Review of "Brahms: The Boy II” by The Headless Critic
Brahms: The Boy II - 2020
Production by: STX Entertainment, Lakeshore Entertainment, Huayo Brothers
Distribution by: STX Entertainment
A brutal home invasion traumatizes Liza (Katie Holmes) and her young son Jude (Christopher Convery) when a robbery leaves her with a head injury as her son is left watching helpless. Her husband Sean (Owain Yeoman) spent that time as he often does in London working overtime, leaving his family alone. Now Liza keeps having flashbacks to the event and their son Jude has select mutism and hasn’t spoken since that night. Needing to get out of the home where the invasion happened, the family moves to the remote English countryside into the beautiful guest house on the grounds of the abandoned Heelshire Manor. As soon as they arrive to their new home Jude unearths a buried doll in the woods of the estate. At first the doll he calls Brahms seems to be helping Jude communicate more with his parents. Then their selectively mute son begins acting out against his parents blaming the doll Brahms for any actions his parents don’t like. Did the event that triggered the boy not to speak cause him to act out in these increasingly volatile ways or is their more to Brahms than his ceramic face and stuffed body?
A selectively mute kid named Jude who writes really fast and never runs out of paper, played by Cristopher Convery walks into the life of Brahms. Convery looks like a little version of Millicent Simmonds’ character Regan from A Quiet Place. He also looks the part of a doll himself. Convery can walk around quiet in a place perfectly enough but when it comes time for his lines the young actor’s doesn’t deliver. Liza’s husband Sean is basically a non-character in the film, conveniently gone for most of the movie. Katie Holmes is left with the primary character in a feature with mainly five characters if you include those facetiming in. Holmes plays a frazzled mother to a troubled son, makng the forty year old actress seem far older than she actually is. The characters are very typical but overall the performances fit the film.
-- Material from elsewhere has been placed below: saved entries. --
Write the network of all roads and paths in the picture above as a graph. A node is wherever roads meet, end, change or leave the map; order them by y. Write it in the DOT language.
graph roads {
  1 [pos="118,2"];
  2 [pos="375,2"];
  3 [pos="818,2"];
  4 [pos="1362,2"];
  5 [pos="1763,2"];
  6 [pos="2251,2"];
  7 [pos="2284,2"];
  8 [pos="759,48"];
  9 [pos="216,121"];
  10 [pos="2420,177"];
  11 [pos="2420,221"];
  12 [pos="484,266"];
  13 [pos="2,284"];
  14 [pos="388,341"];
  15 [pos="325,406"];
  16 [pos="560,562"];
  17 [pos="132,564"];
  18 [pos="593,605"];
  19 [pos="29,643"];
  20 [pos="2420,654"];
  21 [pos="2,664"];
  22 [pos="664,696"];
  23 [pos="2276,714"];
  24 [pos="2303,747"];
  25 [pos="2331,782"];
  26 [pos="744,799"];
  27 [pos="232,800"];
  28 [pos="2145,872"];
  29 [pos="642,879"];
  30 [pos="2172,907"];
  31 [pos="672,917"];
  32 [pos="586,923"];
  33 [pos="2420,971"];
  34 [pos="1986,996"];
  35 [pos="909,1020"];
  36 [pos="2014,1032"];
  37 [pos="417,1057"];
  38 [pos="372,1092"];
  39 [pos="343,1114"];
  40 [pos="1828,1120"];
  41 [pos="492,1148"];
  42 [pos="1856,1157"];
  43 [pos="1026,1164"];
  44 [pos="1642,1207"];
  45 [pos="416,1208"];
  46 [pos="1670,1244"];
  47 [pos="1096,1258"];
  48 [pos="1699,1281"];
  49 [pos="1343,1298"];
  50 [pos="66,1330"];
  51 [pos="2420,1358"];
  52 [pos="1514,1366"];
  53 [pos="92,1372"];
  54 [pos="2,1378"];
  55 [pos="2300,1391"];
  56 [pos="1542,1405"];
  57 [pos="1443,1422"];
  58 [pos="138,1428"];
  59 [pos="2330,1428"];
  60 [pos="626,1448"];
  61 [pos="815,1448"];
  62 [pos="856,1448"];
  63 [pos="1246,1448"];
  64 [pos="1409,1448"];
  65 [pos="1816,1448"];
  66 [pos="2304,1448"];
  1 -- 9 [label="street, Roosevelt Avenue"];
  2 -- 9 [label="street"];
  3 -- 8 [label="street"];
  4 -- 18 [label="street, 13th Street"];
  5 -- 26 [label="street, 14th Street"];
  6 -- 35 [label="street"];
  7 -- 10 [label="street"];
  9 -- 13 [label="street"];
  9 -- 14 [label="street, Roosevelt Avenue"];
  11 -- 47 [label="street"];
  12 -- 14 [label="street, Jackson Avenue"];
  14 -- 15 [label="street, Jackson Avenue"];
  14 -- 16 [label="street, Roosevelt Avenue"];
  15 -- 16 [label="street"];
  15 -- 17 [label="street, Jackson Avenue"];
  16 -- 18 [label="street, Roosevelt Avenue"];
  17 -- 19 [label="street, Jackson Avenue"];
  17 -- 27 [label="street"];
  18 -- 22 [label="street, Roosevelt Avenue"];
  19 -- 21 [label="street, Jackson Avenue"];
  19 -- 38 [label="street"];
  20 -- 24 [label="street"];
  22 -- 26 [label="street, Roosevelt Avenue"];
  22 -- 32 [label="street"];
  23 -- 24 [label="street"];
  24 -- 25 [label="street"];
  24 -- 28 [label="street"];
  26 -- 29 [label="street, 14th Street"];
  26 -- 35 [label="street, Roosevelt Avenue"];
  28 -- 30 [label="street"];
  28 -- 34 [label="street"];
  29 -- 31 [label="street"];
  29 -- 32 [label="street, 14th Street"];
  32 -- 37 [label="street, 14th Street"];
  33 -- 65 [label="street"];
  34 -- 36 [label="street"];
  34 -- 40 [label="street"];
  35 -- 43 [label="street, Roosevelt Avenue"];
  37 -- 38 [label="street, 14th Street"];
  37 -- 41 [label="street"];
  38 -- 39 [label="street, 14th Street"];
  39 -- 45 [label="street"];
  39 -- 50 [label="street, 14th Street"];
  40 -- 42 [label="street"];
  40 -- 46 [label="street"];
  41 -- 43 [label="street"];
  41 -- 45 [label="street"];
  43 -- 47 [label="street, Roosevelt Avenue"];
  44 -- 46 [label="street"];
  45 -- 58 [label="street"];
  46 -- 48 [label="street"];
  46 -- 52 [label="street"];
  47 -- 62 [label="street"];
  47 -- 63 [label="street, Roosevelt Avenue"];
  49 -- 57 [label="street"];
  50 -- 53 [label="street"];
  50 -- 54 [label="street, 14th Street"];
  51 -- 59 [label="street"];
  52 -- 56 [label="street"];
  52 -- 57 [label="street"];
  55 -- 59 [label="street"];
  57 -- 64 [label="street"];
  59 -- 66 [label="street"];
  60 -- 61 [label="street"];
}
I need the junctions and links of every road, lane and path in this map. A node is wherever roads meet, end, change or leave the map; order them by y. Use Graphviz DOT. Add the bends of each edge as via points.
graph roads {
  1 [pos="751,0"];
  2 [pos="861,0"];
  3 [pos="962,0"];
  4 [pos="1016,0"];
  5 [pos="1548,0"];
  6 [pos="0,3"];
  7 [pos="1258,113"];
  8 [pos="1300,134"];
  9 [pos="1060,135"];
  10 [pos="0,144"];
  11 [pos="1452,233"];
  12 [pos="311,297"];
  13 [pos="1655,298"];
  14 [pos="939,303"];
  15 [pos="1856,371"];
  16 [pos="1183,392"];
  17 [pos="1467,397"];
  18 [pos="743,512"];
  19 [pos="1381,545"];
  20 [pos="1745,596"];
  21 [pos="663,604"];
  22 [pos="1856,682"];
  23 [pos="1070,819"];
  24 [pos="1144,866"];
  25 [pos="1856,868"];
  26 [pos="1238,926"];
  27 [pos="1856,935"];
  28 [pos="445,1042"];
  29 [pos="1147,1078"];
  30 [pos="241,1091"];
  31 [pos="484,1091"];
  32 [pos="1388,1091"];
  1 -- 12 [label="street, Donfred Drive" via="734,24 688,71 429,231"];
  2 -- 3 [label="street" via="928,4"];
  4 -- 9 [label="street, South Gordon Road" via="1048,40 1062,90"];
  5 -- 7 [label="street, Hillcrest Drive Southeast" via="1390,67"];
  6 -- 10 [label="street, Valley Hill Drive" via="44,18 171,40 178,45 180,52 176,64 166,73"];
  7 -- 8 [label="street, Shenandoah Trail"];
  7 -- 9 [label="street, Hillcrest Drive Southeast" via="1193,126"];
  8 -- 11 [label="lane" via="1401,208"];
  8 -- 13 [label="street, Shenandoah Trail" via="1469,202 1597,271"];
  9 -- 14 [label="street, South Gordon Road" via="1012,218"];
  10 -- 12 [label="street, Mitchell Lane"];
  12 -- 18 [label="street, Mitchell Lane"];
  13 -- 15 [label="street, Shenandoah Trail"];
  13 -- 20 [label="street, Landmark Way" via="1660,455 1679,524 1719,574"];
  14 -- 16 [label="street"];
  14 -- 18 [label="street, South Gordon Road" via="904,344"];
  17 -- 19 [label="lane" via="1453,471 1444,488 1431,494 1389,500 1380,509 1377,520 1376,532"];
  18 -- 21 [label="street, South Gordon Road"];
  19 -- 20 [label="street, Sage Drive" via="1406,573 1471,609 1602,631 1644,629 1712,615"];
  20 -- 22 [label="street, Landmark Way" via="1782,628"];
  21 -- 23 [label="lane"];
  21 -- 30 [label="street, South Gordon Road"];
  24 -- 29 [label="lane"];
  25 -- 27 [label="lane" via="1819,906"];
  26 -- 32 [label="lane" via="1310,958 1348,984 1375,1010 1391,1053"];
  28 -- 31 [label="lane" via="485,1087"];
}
Villager Joseph (Ralph Ineson) has the most intrigue of anyone in the film but Joseph’s dramatic turn is comically cliché ruining the best character of the movie in a childlike fashion.
The original writing and directing duo of Stacey Menear and William Brent Bell return for the next evolution of their boy Brahms. Without clearly giving everything away, if you compare the killer reveal in 2016's The Boy with the unlikely killer in 1980’s Friday the 13th, Brahms: The Boy II reverts back to exactly who you thought the killer would be in the first film, just like how Friday the 13th brought Jason Voorhees back from the dead for part 2. The British version of America's Child's Play Brahms is a whiny little brit with a list of rules compared to wisecracking Chucky. Out of all of the killer doll movies I will say that Brahms takes third billing behind Chucky and Annabelle. Puppet Master even has a ton of cool looking creations if ever done right. A noticeable decline from the unpredictable original film. The Boy II doesn’t have the same originality of a Nanny being hired to care for a doll as if it’s a child. The super natural aspects of the film are elevated for the sequel while the reality and mystery decrease. I guess you could say that The Boy II is the guest house stay of the mansion that was in the original film.